[Task instructions] Give only a number in reply. It should be how many lines in the records contain the string "Span".

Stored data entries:

::::

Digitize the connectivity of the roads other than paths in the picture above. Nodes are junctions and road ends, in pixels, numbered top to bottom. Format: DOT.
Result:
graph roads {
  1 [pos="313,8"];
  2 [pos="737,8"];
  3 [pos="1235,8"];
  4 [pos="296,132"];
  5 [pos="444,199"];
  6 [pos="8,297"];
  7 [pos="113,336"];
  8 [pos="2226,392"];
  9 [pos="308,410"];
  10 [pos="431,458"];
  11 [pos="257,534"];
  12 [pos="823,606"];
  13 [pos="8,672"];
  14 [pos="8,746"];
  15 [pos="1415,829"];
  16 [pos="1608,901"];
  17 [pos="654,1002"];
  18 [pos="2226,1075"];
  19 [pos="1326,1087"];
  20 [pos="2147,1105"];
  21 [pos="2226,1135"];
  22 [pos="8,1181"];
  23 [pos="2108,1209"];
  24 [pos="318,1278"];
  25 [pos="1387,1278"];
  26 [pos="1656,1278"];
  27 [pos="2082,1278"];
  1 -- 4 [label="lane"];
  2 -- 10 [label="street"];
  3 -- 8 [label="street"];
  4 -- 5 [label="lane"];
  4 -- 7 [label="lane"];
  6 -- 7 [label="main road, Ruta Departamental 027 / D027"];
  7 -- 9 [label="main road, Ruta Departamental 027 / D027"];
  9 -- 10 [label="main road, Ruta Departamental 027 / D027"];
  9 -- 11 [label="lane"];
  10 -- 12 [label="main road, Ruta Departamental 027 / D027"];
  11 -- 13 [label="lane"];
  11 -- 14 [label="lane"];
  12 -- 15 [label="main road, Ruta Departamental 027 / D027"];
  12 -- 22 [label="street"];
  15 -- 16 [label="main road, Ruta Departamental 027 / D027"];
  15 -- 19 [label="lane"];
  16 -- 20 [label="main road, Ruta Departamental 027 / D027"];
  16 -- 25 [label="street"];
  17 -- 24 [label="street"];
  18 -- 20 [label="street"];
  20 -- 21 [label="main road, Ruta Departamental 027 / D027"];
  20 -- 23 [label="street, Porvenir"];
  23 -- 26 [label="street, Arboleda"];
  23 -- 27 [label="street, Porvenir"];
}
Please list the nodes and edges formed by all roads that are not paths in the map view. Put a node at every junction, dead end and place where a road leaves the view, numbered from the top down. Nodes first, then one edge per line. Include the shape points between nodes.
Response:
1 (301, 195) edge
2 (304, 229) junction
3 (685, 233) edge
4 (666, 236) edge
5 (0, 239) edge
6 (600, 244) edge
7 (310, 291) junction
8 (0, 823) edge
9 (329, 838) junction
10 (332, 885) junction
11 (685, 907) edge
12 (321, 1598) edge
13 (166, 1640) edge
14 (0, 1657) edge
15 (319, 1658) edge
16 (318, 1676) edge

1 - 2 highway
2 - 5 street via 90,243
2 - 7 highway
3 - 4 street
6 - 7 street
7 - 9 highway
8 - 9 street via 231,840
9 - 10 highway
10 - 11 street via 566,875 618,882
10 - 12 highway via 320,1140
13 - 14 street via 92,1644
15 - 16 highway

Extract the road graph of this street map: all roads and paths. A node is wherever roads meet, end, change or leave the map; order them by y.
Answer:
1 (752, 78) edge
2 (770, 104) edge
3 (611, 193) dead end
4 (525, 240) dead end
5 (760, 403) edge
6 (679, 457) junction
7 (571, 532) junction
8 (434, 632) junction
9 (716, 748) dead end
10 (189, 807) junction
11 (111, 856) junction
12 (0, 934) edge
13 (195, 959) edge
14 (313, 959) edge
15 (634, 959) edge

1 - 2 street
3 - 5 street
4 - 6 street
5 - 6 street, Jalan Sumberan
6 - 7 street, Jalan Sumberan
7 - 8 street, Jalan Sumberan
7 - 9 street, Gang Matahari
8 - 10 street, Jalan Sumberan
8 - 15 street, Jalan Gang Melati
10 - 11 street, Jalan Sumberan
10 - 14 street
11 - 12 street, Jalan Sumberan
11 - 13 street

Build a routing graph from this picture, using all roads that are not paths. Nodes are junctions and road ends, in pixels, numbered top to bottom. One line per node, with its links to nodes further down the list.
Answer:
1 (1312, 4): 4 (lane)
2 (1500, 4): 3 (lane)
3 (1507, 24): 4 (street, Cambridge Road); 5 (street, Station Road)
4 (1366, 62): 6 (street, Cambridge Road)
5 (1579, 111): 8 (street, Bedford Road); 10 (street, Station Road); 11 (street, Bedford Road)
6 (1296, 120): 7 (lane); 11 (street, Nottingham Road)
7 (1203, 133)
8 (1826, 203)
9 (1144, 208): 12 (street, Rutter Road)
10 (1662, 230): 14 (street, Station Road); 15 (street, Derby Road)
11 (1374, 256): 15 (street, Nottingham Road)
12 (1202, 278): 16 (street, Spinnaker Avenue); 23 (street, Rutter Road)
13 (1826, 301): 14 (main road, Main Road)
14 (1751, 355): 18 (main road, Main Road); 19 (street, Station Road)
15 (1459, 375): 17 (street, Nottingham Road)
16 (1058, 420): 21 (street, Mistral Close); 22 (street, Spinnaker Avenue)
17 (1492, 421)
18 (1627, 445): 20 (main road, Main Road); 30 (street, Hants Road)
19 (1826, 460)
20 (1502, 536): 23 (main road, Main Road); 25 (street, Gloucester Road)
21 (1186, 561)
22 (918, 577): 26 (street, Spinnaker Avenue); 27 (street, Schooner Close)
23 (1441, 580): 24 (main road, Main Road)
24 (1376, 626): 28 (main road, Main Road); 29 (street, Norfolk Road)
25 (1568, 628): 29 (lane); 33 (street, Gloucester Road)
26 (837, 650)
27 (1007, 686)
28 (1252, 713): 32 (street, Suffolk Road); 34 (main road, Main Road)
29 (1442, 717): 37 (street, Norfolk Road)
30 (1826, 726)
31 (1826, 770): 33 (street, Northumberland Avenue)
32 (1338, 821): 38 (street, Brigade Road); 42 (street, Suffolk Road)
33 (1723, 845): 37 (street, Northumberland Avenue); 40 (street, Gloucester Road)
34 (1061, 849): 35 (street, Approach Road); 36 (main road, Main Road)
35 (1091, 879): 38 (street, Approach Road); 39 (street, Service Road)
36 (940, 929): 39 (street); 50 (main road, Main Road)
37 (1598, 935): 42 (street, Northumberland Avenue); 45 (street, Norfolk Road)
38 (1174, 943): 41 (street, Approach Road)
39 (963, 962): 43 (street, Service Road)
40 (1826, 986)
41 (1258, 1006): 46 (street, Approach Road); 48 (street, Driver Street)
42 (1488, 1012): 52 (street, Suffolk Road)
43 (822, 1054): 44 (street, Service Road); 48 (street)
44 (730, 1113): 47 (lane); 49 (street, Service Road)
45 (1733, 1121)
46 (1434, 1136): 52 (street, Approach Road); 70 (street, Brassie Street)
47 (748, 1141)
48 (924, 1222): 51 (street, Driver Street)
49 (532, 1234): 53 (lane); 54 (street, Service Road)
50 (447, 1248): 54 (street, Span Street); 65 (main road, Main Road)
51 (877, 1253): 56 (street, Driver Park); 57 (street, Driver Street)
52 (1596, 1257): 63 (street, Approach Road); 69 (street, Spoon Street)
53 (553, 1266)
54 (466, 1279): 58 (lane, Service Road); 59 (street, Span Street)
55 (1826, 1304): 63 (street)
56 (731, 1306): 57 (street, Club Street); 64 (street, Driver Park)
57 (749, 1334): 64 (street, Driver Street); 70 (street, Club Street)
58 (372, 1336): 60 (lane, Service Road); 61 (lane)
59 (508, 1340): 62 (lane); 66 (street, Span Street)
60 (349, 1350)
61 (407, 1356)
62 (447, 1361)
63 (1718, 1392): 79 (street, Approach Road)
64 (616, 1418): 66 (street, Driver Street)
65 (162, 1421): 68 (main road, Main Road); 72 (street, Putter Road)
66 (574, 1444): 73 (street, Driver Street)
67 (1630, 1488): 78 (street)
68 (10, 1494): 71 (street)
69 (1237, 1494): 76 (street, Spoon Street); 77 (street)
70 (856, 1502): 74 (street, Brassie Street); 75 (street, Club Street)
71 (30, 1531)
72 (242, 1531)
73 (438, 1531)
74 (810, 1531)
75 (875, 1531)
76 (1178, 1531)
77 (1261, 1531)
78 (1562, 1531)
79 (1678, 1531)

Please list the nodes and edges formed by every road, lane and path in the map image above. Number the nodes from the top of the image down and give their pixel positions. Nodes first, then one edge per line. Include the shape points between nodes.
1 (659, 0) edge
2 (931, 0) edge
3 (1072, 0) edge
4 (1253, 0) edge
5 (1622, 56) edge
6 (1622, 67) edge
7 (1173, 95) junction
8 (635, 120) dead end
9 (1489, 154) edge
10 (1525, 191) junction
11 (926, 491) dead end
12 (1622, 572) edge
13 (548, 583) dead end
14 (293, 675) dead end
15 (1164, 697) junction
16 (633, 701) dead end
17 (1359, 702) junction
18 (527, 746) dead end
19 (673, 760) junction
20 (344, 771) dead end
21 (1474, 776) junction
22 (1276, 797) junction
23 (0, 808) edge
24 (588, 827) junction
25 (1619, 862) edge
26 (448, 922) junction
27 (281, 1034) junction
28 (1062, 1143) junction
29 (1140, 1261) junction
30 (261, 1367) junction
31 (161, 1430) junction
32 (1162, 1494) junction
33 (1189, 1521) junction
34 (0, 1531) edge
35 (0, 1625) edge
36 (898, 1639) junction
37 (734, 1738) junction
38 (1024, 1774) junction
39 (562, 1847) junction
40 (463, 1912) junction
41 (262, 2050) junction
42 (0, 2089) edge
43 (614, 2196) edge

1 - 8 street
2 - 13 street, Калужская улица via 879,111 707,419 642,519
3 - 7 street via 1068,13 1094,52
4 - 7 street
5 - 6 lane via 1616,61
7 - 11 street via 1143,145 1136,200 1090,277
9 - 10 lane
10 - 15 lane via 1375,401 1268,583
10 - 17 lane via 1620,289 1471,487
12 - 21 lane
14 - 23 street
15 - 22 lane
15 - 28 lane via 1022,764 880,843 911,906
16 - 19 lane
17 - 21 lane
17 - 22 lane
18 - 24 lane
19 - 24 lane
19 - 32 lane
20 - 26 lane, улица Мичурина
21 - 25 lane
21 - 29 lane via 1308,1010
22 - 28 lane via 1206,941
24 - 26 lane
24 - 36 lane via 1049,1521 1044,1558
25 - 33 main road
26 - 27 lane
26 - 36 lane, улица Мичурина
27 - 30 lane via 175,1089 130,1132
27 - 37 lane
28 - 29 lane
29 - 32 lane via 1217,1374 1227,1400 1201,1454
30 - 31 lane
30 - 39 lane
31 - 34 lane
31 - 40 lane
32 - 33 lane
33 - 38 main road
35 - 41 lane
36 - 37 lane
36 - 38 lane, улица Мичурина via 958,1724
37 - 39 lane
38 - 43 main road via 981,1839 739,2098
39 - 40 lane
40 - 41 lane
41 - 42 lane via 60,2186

::::

[Reply to the exercise] 3